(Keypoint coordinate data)
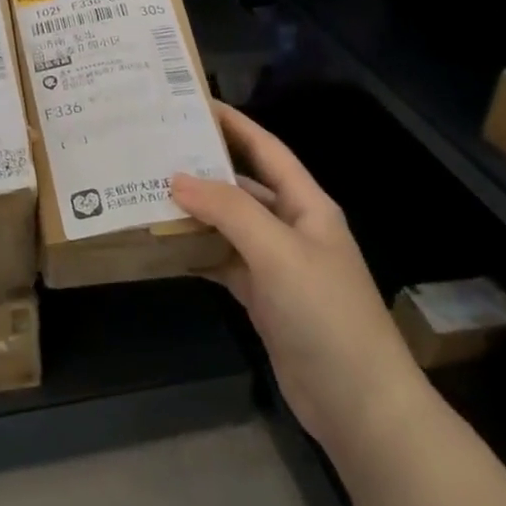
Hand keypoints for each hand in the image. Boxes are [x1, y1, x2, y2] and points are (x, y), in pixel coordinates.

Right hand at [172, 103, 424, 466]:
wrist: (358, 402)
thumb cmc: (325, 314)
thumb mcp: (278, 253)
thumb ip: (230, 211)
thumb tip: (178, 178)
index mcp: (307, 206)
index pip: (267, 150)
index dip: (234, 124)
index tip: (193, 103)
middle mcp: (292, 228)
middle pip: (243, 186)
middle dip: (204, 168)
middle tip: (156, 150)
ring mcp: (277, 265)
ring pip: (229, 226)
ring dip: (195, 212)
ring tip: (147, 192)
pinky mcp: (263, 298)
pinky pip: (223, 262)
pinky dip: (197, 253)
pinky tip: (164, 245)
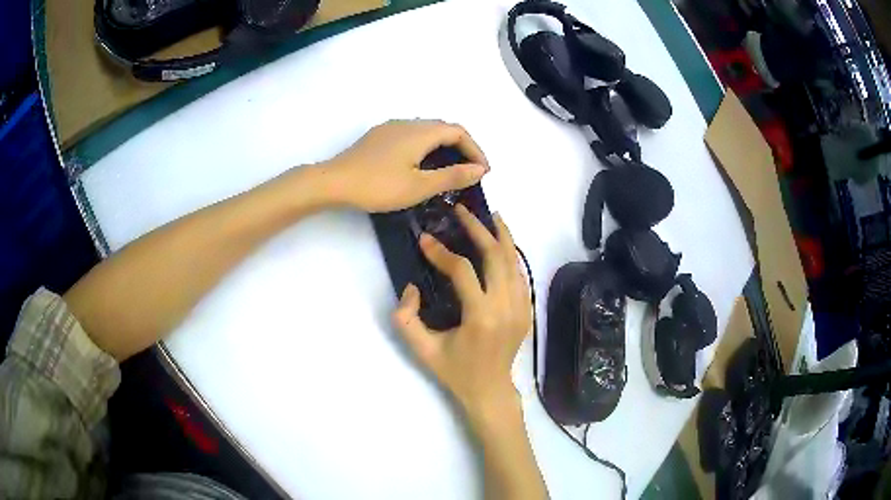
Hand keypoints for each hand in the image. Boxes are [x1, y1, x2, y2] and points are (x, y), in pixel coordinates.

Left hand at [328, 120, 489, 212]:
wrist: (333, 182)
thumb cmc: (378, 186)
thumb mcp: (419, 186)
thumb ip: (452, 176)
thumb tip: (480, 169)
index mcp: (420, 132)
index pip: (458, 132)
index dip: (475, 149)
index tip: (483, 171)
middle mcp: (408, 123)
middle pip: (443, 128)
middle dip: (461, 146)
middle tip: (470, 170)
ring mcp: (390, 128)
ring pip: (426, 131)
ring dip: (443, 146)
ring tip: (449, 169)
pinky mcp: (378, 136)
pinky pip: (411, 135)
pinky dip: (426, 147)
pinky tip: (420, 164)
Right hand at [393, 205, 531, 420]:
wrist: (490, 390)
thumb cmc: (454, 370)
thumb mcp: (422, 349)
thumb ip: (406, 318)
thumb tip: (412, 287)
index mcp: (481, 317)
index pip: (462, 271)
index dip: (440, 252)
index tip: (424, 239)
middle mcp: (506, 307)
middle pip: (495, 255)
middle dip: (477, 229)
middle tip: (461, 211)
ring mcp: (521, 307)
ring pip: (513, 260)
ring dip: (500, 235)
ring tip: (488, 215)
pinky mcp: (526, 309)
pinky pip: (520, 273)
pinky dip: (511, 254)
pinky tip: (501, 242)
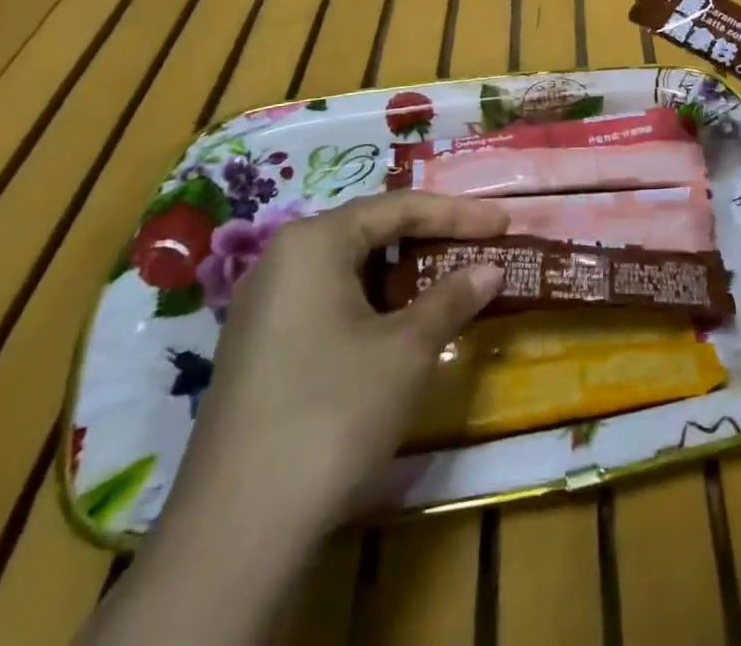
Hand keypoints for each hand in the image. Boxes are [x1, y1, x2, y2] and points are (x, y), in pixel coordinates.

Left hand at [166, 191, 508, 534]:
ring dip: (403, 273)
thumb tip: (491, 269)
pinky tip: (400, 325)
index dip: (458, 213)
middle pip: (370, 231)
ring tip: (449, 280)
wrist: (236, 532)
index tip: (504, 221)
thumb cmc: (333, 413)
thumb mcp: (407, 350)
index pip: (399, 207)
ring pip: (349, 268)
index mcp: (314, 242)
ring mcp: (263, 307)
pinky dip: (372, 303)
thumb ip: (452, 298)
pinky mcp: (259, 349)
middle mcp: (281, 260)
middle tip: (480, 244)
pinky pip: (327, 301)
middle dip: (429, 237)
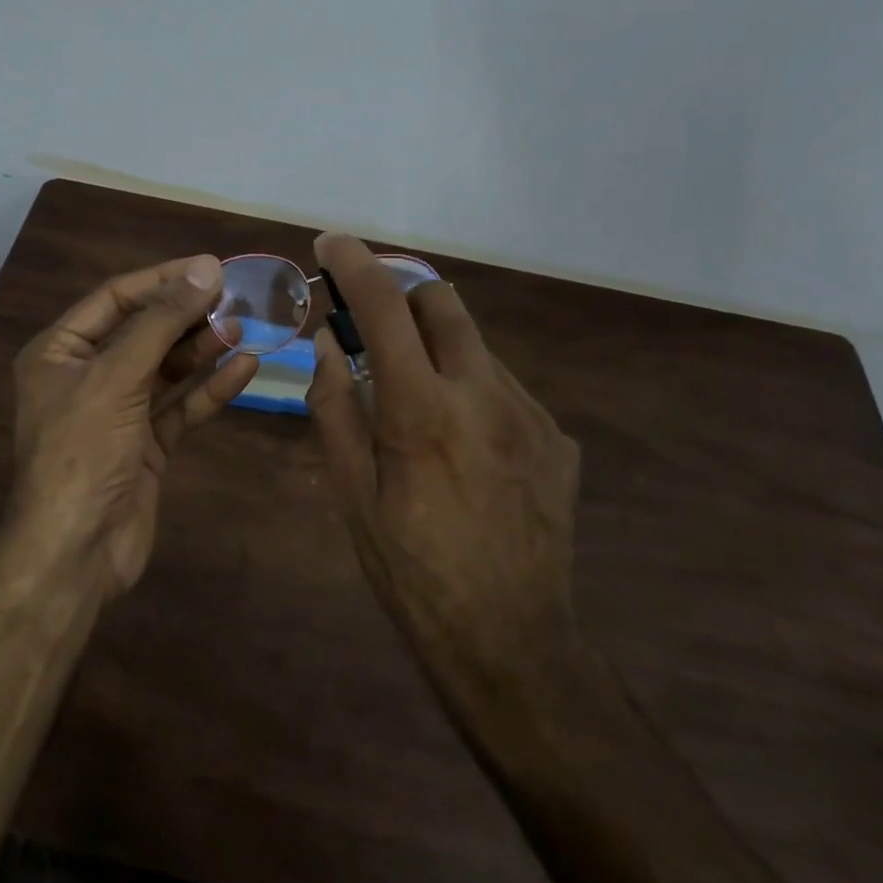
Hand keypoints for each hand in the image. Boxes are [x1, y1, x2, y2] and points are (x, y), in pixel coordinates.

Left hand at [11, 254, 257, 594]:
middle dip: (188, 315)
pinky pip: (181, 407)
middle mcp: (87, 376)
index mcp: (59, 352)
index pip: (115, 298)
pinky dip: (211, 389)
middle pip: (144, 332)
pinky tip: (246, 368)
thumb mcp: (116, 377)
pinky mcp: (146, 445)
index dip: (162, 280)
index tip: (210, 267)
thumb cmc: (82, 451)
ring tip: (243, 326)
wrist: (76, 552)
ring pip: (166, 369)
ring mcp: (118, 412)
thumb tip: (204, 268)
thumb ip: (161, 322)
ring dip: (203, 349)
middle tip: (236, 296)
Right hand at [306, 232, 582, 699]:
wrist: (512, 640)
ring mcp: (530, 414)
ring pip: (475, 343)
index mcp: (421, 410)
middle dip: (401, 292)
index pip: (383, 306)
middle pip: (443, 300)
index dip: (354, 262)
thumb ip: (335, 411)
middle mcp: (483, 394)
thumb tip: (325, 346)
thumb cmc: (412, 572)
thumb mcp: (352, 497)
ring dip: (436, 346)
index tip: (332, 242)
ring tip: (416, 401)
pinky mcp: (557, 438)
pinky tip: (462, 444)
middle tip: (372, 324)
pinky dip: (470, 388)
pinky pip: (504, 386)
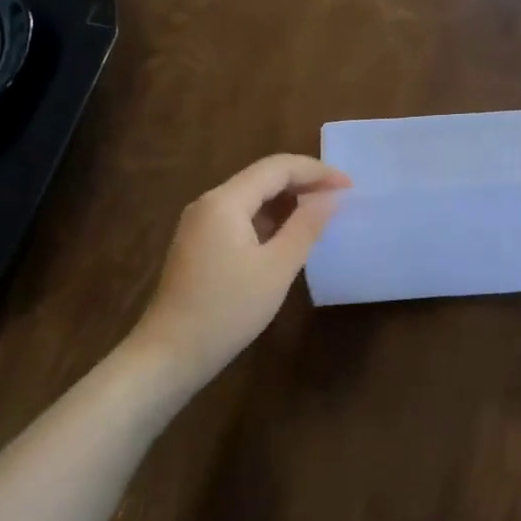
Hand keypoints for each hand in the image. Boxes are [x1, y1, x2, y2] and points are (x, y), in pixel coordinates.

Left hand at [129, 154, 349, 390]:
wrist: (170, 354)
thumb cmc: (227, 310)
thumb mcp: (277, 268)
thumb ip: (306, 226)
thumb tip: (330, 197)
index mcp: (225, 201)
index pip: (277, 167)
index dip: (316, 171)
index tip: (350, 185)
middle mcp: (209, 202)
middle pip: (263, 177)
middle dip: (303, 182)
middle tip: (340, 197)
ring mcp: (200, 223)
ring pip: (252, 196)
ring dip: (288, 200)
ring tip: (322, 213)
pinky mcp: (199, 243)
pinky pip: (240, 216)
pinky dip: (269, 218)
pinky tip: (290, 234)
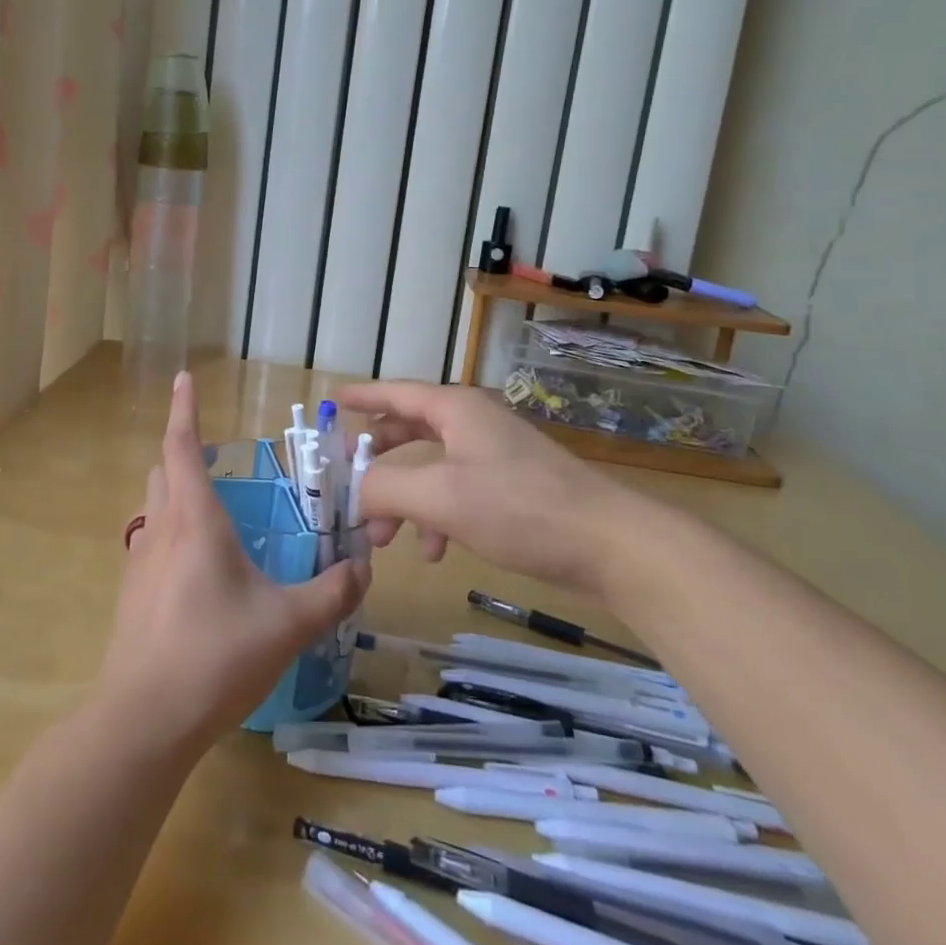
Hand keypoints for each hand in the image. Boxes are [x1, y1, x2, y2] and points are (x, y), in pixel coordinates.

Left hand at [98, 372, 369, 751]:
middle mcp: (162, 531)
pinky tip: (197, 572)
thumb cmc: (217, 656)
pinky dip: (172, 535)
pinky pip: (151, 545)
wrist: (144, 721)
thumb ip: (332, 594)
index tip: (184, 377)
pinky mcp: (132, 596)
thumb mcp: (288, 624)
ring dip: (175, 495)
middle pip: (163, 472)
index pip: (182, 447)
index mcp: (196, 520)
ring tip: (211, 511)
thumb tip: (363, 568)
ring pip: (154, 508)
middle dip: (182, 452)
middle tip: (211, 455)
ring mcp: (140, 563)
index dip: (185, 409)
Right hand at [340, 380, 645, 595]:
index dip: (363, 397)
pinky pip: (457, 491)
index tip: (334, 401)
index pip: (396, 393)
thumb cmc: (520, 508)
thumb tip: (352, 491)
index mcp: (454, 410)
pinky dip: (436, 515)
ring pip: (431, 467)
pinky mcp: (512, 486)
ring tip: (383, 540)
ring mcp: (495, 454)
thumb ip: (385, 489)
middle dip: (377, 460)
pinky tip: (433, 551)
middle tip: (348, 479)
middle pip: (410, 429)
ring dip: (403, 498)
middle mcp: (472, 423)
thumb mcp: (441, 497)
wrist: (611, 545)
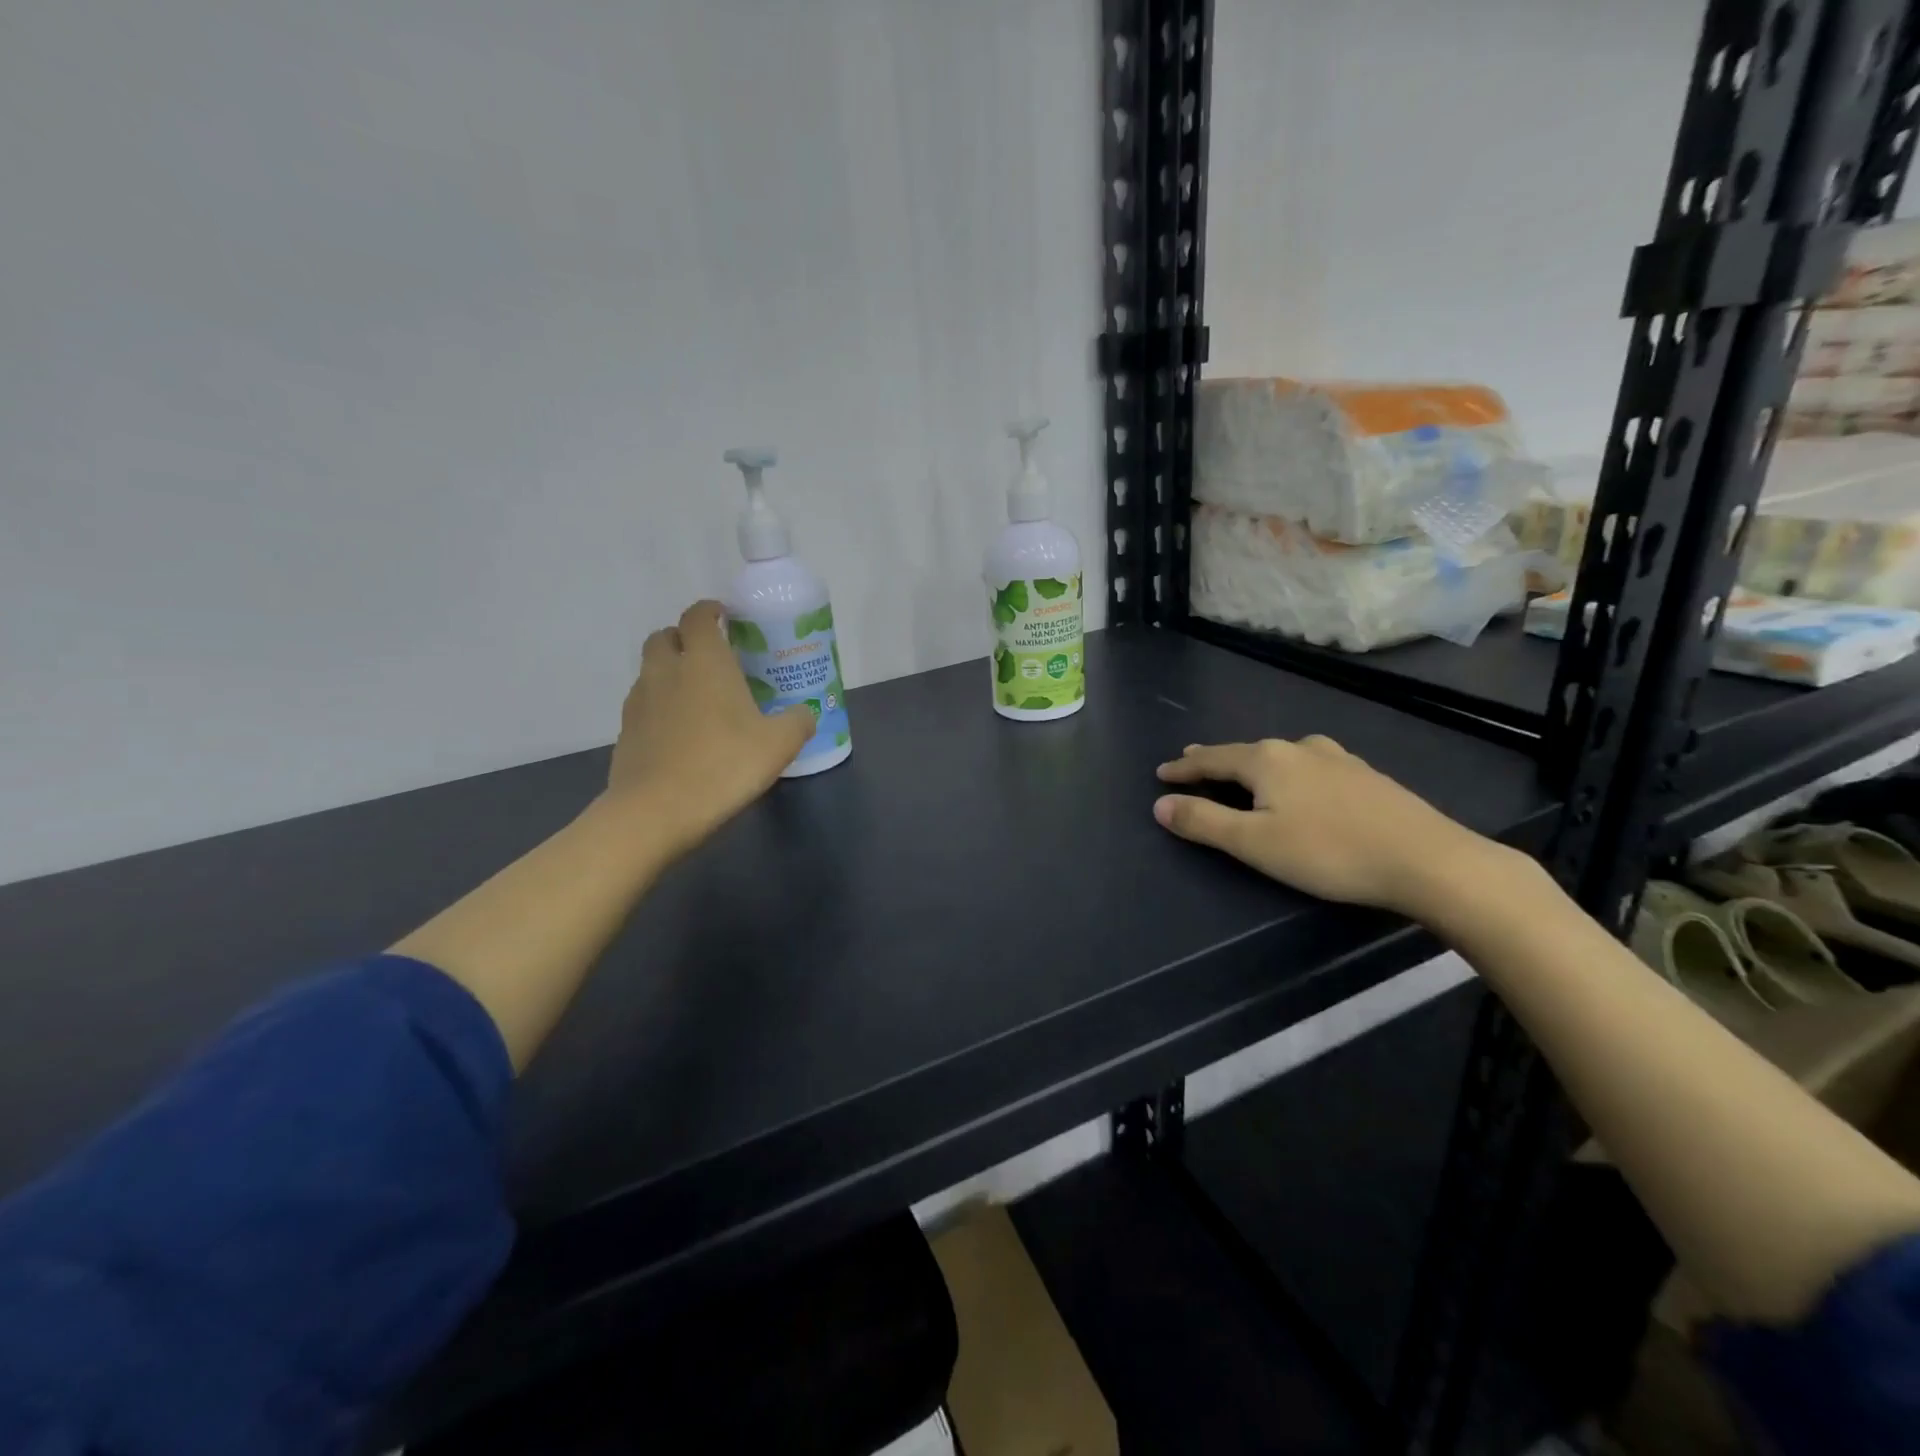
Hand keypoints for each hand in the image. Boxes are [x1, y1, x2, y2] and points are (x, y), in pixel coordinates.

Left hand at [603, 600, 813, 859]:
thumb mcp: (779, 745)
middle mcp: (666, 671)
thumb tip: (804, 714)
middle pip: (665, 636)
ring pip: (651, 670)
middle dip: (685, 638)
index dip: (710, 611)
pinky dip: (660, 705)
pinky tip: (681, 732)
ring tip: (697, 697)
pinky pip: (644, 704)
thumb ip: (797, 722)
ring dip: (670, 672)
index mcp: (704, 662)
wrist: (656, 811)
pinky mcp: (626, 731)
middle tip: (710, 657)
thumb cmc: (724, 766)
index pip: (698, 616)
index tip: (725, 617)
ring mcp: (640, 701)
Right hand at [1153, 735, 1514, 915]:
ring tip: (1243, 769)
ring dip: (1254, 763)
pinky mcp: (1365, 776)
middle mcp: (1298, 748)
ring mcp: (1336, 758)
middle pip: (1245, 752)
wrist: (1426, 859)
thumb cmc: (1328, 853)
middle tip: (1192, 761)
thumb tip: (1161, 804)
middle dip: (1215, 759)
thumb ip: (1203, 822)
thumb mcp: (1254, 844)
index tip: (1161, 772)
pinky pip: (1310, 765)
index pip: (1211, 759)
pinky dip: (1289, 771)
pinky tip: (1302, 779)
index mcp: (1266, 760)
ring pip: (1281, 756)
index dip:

(Required work) Give the count of lines in the data above holding the word "wrist", and nothing beyond it.

(Answer section) 11